An der Spielkonsole

Bei manchen Darstellungen in der Autobahnkirche wundert man sich, wie weit Emil Wachter die Zukunft vorausgesehen hat. Einige Bilder kann man so deuten, als wären sie für unsere Zeit geschaffen und nicht schon vor über 40 Jahren entstanden. So auch das Tier aus der Offenbarung, das am Schreibtisch sitzt und den Untergang der Welt nicht nur plant sondern auch durchführt. Auch schon in den späten siebziger Jahren war man sich darüber bewusst, dass das Töten im Krieg nicht mehr direkt geschieht, sondern dass man tötet, indem man Maschinen bedient. Es reichte auch damals, einen kleinen Knopf zu drücken, um die Erde zu zerstören und die Menschheit auszulöschen. Heute ist das noch viel umfassender. Auf der einen Seite der Welt sitzen Menschen an Konsolen und steuern die Drohnen und Raketen, die auf der anderen Seite der Erdkugel Menschen töten. Der moderne Krieg, der mit Drohnen geführt wird, ähnelt für denjenigen, der sie steuert, einem Computerspiel.

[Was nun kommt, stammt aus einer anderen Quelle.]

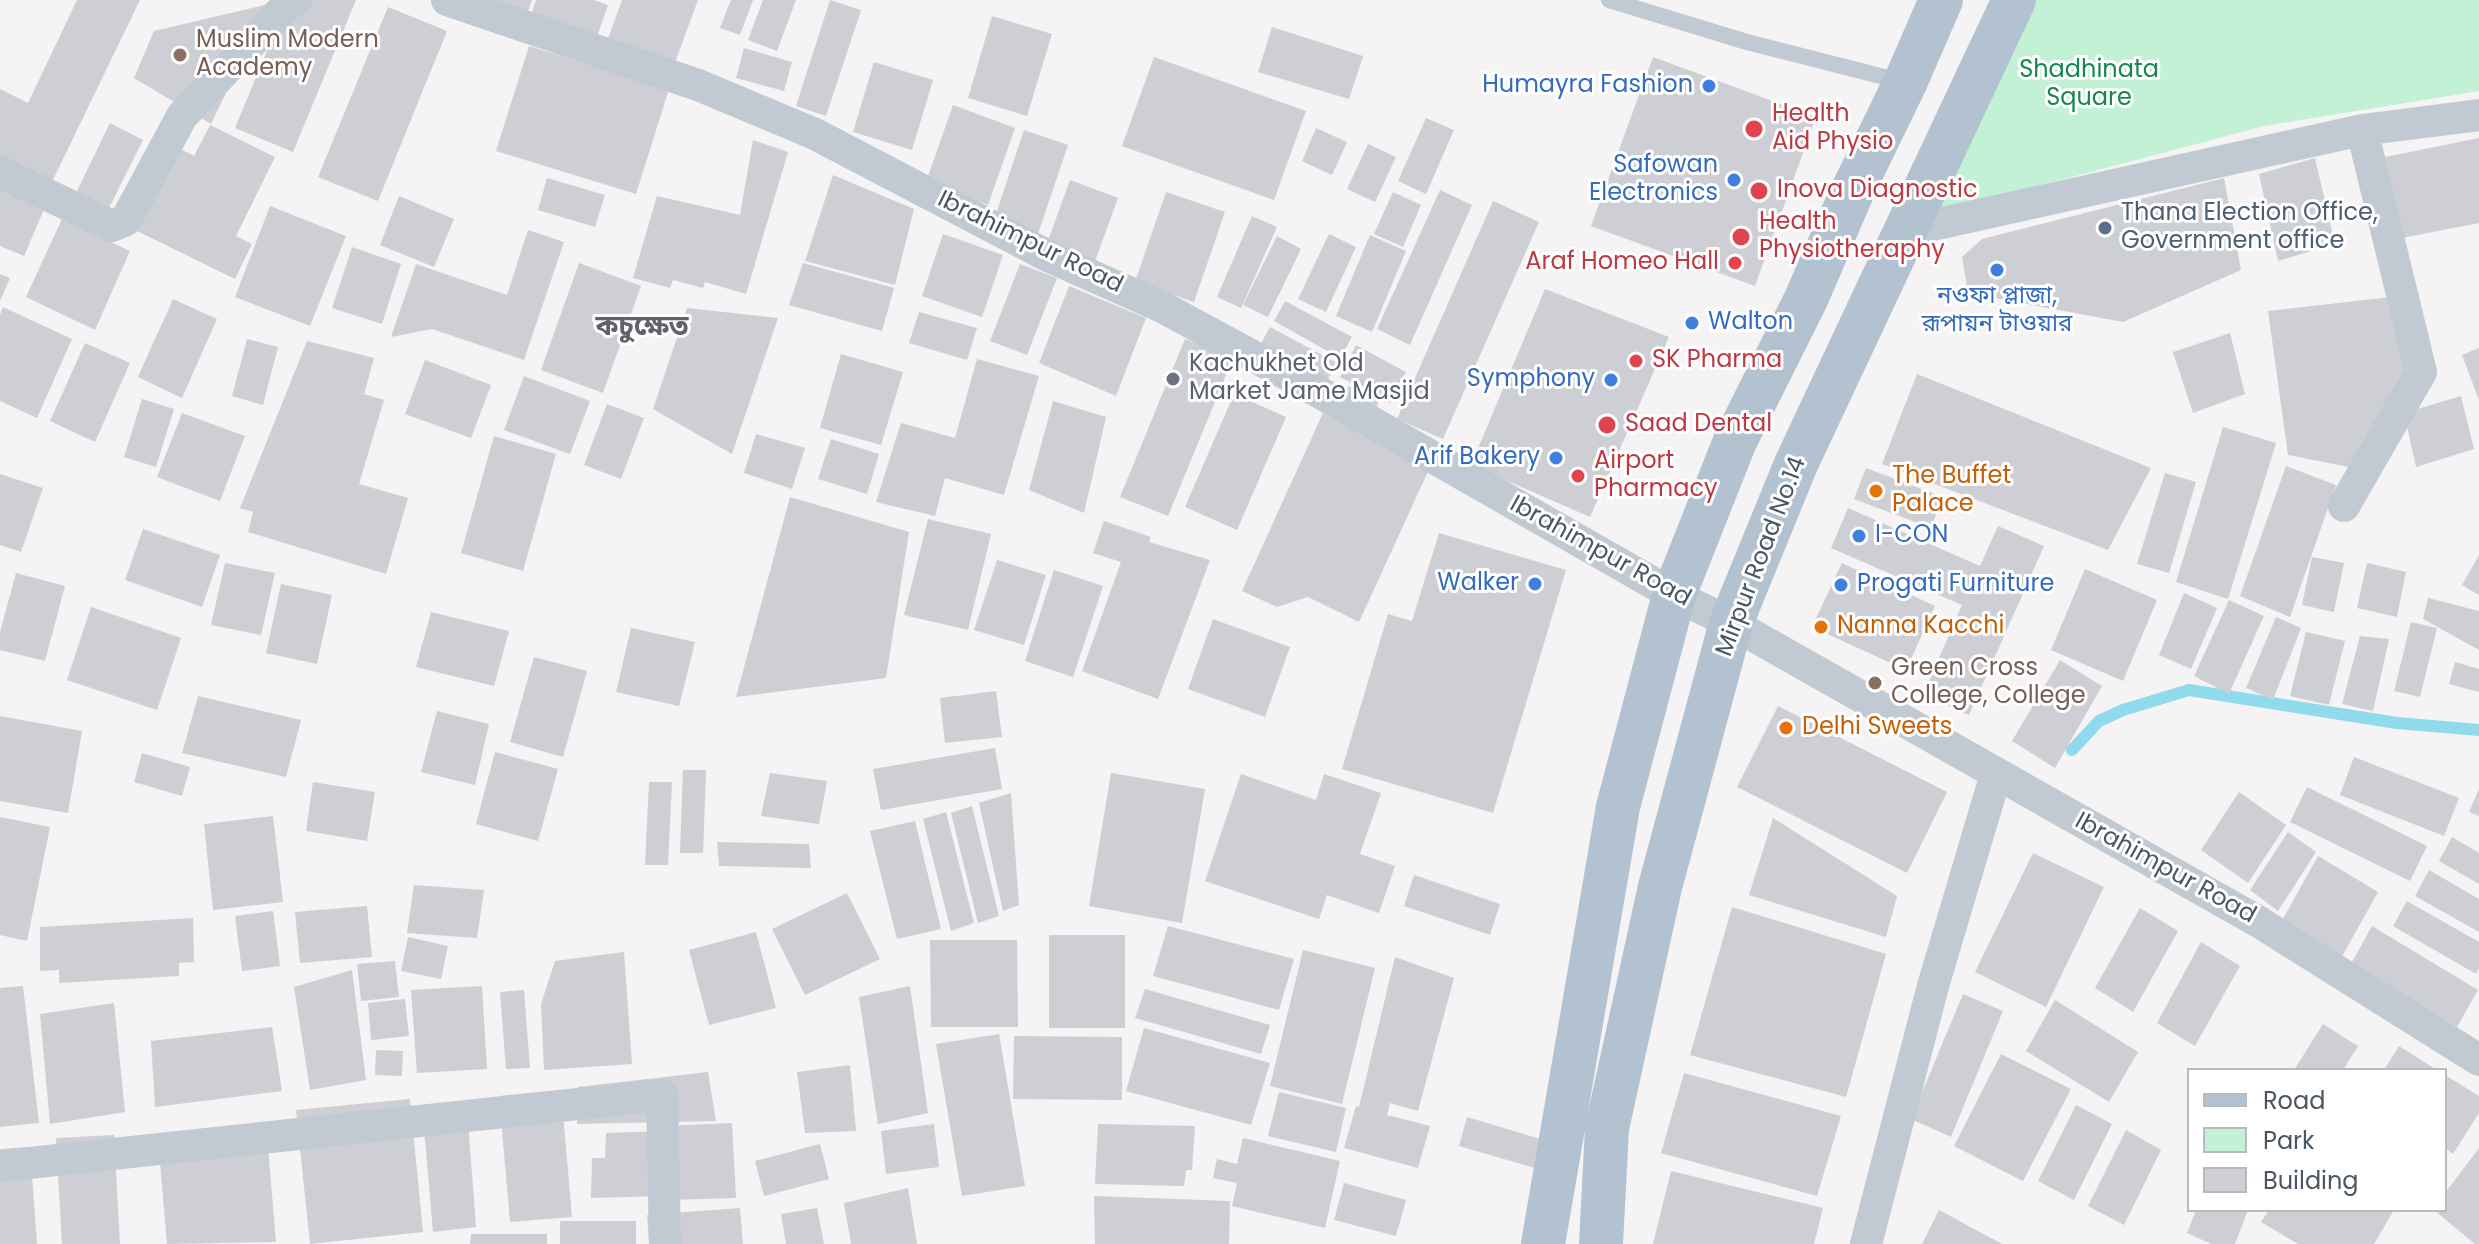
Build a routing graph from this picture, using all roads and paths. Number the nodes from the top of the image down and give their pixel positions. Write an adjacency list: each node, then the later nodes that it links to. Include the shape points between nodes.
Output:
1 (296, 0): 9 (street, via 182,116 126,220 112,226)
2 (447, 0): 12 (street, Ibrahimpur Road, via 698,85 815,134 1050,257 1162,307)
3 (1609, 0): 6 (lane)
4 (1941, 0): 6 (main road)
5 (2014, 0): 10 (main road, Mirpur Road No.14)
6 (1905, 83): 12 (main road, via 1735,441)
7 (2479, 115): 8 (street)
8 (2362, 130): 10 (street); 11 (street, via 2421,372)
9 (0, 172)
10 (1906, 231): 13 (main road, Mirpur Road No.14, via 1796,464)
11 (2344, 506)
12 (1674, 595): 13 (street, Ibrahimpur Road); 18 (main road, via 1618,807)
13 (1731, 623): 14 (street, Ibrahimpur Road); 19 (main road, Mirpur Road No.14, via 1660,887 1607,1128)
14 (1996, 774): 15 (street, Ibrahimpur Road, via 2259,922); 20 (street, via 1933,986)
15 (2479, 1060)
16 (0, 1166): 17 (street, via 662,1095)
17 (665, 1244)
18 (1543, 1244)
19 (1601, 1244)
20 (1866, 1244)

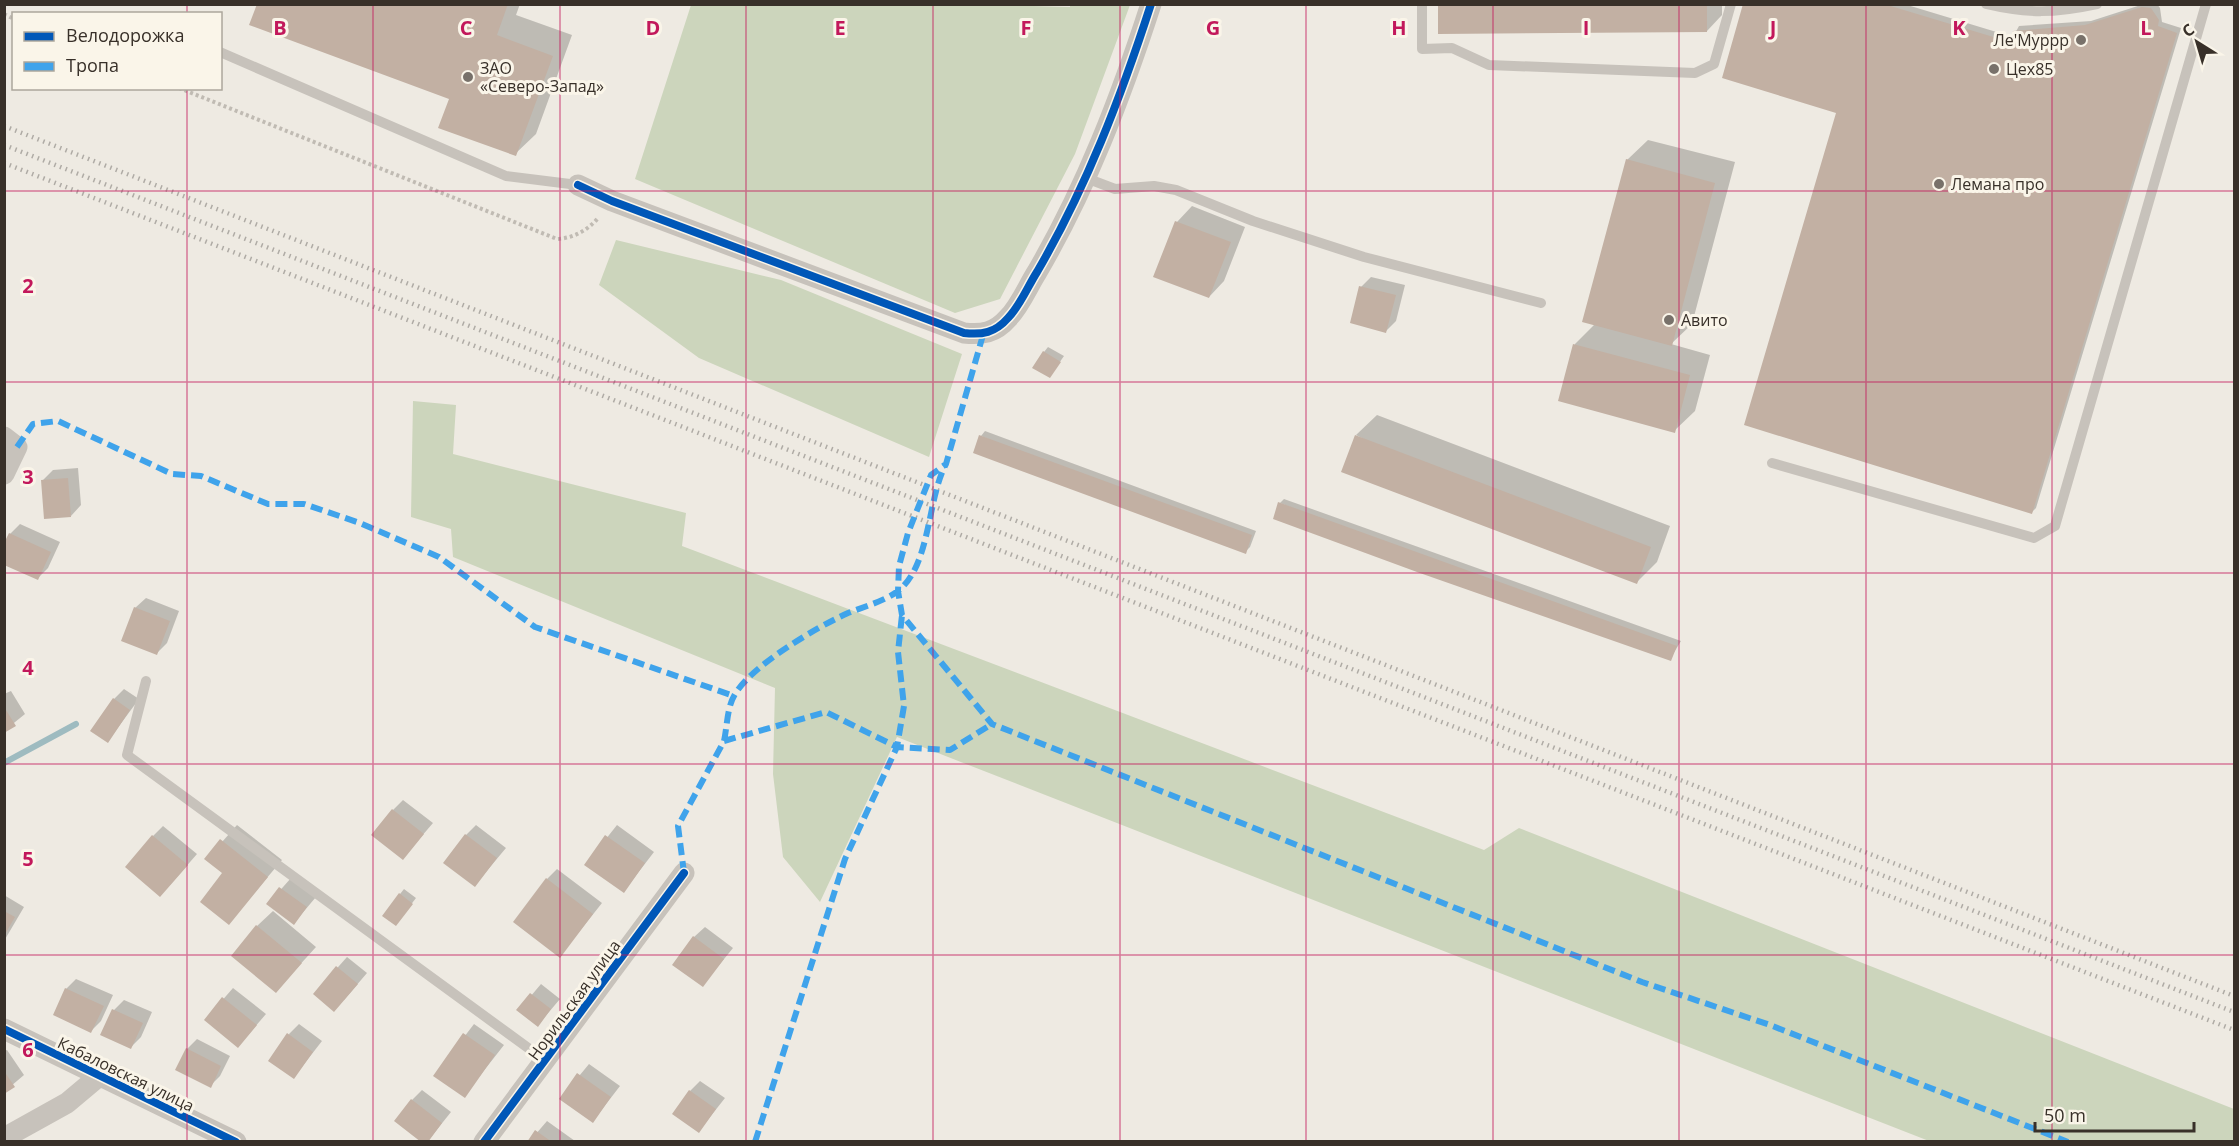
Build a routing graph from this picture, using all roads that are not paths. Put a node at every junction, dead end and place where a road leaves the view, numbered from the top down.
1 (1151, 4) edge
2 (1422, 4) edge
3 (1731, 4) edge
4 (1986, 4) edge
5 (2097, 4) edge
6 (2206, 4) edge
7 (222, 53) edge
8 (1086, 178) junction
9 (578, 185) joint
10 (1541, 303) dead end
11 (4, 437) edge
12 (1772, 463) dead end
13 (4, 474) edge
14 (146, 681) dead end
15 (684, 873) dead end
16 (4, 1029) edge
17 (546, 1061) junction
18 (98, 1077) junction
19 (4, 1138) edge
20 (236, 1142) edge
21 (484, 1142) edge

1 - 8 street
2 - 3 lane
4 - 5 lane
6 - 12 lane
7 - 9 lane
8 - 9 street
8 - 10 lane
11 - 13 street
14 - 17 lane
15 - 17 street, Норильская улица
16 - 18 street, Кабаловская улица
17 - 21 street, Норильская улица
18 - 19 street
18 - 20 street, Кабаловская улица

Man sieht auf einem Bildschirm eine Landschaft, Häuser mit Menschen, aber man kann sich vorstellen, dass all das gar nicht real ist, sondern der Welt in einem Computerspiel ähnelt. Man steuert an der Konsole seine Spielfiguren, setzt seine Waffen ein, verfolgt seine Strategie und hat möglicherweise Erfolg. Es ist wie ein Spiel zum Zeitvertreib. Hinterher geht man seiner normalen Beschäftigung nach, als wäre nichts gewesen. Aber das ist kein Computerspiel. Das, was auf dem Bildschirm zu sehen ist, das sind wirkliche Menschen, das sind wirkliche Häuser, das sind reale Landschaften. Und auch das, was als Flammenball sichtbar ist, das sind wirkliche Explosionen, die Zerstörung und Tod mit sich bringen.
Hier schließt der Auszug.